Why am I keeping an online Hifdh Diary?
To start off, one little-known fact about this blog is that, although it started off as something meant to help those who visited it, it quickly became just a way for me to organize articles and lectures that I had read/watched/listened to, etc. I used it as a safe place to keep all of these things, so that I could return and easily sift through the blog to find what I needed. So, it was primarily for myself, but I realized that whatever was benefiting me, could also benefit others, if they only exposed themselves to it, i.e. if they only read it.
These Hifdh Diaries are similar (something primarily for me, that can also benefit others insha Allah)– however, I am publicizing something that I usually privatize. Allow me to explain. I generally do not like to comment much on my journey towards completing my hifdh of the Qur’an. Furthermore, I don’t like to tell people what I’ve memorized because of a fear of them becoming amazed (they are too easily amazed, because trust me, I have a long way to go, wa billah it-tawfeeq) and a fear of my own arrogance and insincerity.
However, I am hoping that due to the fact that I remain anonymous (except to a few people, who I can count on one hand) I will be able to share things of benefit, so that this small effort may one day help someone else in their journey to the completion of hifdh of the Qur’an.
And the very first thing that I would like to share is: you should have your own Hifdh diary. Just go out and buy a fresh, new notebook (I love the smell of a crisp, new notebook!) and use it for tracking your hifdh and review. Since you should be memorizing and reviewing every single day, you should also be writing in this book every single day.
As usual, I should not advise you towards something that I do not care to fulfill so alhamdu lillah, I also have my own book. Actually I’ve had a few books (lol) but now I have only one that I will use for memorization/review purposes only.
I split it into about 2 sections.
(1) In the front, I track myself. (2) And in the back I do my Qur’an homework (this involves writing everything that I am newly memorizing, and more).
In the Tracking Section:
You need a chart, and the columns are as follows:
- Date: This includes the Day of the Week and the Month/Date/Year
- Memorized: How many lines memorized, which specific surah and ayaat, how much time it took, when did you memorize (can include specific timings, or just the general time of day)

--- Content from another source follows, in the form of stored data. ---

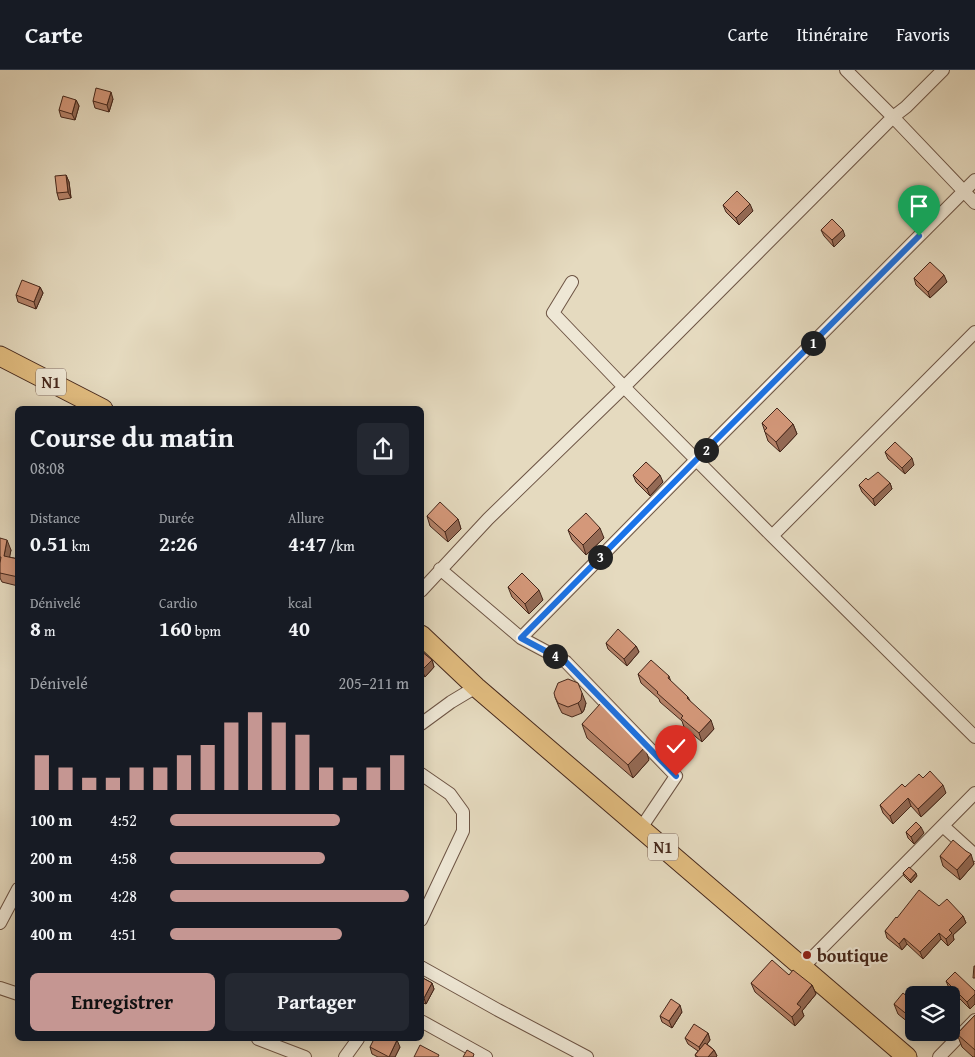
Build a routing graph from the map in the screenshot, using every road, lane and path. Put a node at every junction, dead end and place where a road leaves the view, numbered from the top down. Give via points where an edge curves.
1 (846, 70) edge
2 (943, 70) edge
3 (893, 117) junction
4 (975, 180) edge
5 (964, 191) junction
6 (975, 203) edge
7 (572, 282) dead end
8 (975, 332) edge
9 (0, 356) edge
10 (624, 387) junction
11 (97, 406) edge
12 (696, 460) junction
13 (772, 536) junction
14 (440, 569) junction
15 (424, 588) edge
16 (521, 638) junction
17 (424, 639) edge
18 (476, 687) junction
19 (424, 722) edge
20 (975, 737) edge
21 (424, 776) edge
22 (975, 793) edge
23 (943, 826) junction
24 (641, 828) junction
25 (975, 855) edge
26 (15, 895) edge
27 (424, 914) edge
28 (0, 923) edge
29 (803, 967) junction
30 (424, 969) edge
31 (0, 988) edge
32 (15, 993) edge
33 (975, 1020) edge
34 (424, 1023) edge
35 (263, 1041) edge
36 (357, 1041) edge
37 (304, 1057) edge
38 (345, 1057) edge
39 (486, 1057) edge
40 (587, 1057) edge
41 (907, 1057) edge
42 (939, 1057) edge

1 - 3 street
2 - 3 street
3 - 5 street
3 - 10 street
4 - 5 street
5 - 6 street
5 - 12 street
7 - 10 street via 553,313
8 - 13 street
9 - 11 highway, N1
10 - 12 street
10 - 14 street
12 - 13 street
12 - 16 street
13 - 20 street
14 - 15 street
14 - 16 street
16 - 24 street via 566,662 676,776
17 - 18 highway, N1
18 - 19 street
18 - 24 highway, N1
21 - 27 street via 450,794 463,812 463,831
22 - 23 street
23 - 25 street
23 - 29 street
24 - 29 highway, N1
26 - 28 street
29 - 41 highway, N1
30 - 40 street
31 - 32 street
33 - 42 street
34 - 39 street
35 - 37 street
36 - 38 street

- Reviewed: Which pages did you review, when did you review it, how long did it take?
- How much time you feel like you wasted that day in total
- How many hours you slept, how many naps you took
- How difficult it was for you to memorize a certain page, and what the reason behind it may be. For example, page 31 was one of my most difficult pages, not because the ayaat are difficult, for truly they are easy ayaat. It was simply because of a sin that I had committed. That was what was keeping me from that sacred knowledge.
- You can also track your eating habits (eating healthy vs. fried foods)
- Whether or not you were fasting when you memorized/reviewed
- How lazy you’ve been feeling, the list goes on.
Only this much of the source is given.